The bill/receipt states #5914 was a rifle in 9.3x74R, perhaps a double rifle, no maker mentioned. How do you get the idea it was a Barella? The Barella guncase, the shotgun #5329, the rifle #5914 and two scopes are listed as seperate items, connected only by being sold by a country gunsmith to the same man on the same day.
The second bill is completely unrelated to the shotgun #5329. It concerns a scope by Kahles, Vienna being mounted, most likely by fitting claw mounts, on an unspecified rifle. This may have been rifle #5914 bought by Capt. Fred Hicks two months earlier or any other rifle. Hicks may have ordered the rifle he bought on 9.1.1946 to be mounted with a new scope and collected the completed work only on 11.18.1946. Perhaps Amrusch had to order the prescribed Kahles scope himself, hence the delay.
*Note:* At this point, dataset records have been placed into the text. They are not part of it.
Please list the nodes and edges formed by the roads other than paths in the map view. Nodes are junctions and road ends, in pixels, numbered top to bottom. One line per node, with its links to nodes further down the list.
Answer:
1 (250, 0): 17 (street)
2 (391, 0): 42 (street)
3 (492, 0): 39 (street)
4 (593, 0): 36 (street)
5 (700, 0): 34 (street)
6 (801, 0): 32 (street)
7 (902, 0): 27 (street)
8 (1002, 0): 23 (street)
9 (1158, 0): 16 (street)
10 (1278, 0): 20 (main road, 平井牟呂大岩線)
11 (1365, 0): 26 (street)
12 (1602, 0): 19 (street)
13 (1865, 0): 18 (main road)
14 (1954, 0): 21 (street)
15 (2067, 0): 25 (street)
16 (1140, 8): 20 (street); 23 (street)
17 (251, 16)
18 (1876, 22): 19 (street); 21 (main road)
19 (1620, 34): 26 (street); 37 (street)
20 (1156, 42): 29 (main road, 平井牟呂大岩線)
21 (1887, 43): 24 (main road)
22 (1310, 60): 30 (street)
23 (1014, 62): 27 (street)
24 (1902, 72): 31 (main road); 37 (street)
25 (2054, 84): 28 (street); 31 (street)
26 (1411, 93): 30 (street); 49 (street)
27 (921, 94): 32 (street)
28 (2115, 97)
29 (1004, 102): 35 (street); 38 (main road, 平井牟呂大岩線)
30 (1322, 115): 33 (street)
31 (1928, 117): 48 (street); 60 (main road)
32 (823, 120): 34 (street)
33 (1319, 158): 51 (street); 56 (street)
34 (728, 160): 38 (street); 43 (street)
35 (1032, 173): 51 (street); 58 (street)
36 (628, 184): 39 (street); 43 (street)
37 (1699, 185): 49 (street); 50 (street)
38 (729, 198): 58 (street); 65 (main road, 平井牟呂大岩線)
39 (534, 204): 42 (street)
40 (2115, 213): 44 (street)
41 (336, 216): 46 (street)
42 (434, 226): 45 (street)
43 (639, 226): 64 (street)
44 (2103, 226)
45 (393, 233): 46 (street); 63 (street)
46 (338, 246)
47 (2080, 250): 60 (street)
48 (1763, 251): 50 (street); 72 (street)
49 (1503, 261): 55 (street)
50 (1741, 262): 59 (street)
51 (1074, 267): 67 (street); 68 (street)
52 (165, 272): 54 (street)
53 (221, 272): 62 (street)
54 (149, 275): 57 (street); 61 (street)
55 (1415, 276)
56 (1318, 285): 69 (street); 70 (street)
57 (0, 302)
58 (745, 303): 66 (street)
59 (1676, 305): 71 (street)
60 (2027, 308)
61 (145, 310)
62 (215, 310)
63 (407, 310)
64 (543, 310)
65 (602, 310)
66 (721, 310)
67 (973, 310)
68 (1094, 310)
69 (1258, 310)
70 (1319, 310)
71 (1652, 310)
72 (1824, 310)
IMHO the rounded action boxlock ejector shotgun #5329 already came with some engraving in 1927, but those many gold inlais are very unusual for a 1920s German boxlock. OK, they may be original to the gun, but they also may have been added post-WW2 as well.The world then was full of unemployed German-trained engravers and gunsmithes. Several engravers survived by orders through the Rod-and-Gun Clubs then to enhance war trophies with engraving, inlais and even dedication inscriptions by famous Nazis. The gold inlay under the action bar is in a place that was perhaps left void for the retailer's adress, those on the top lever and on the foreend iron are where the numbers "1 or 2" would appear on a pair of guns. Note the inlay on the foreend iron runs over the borderline of the engraving.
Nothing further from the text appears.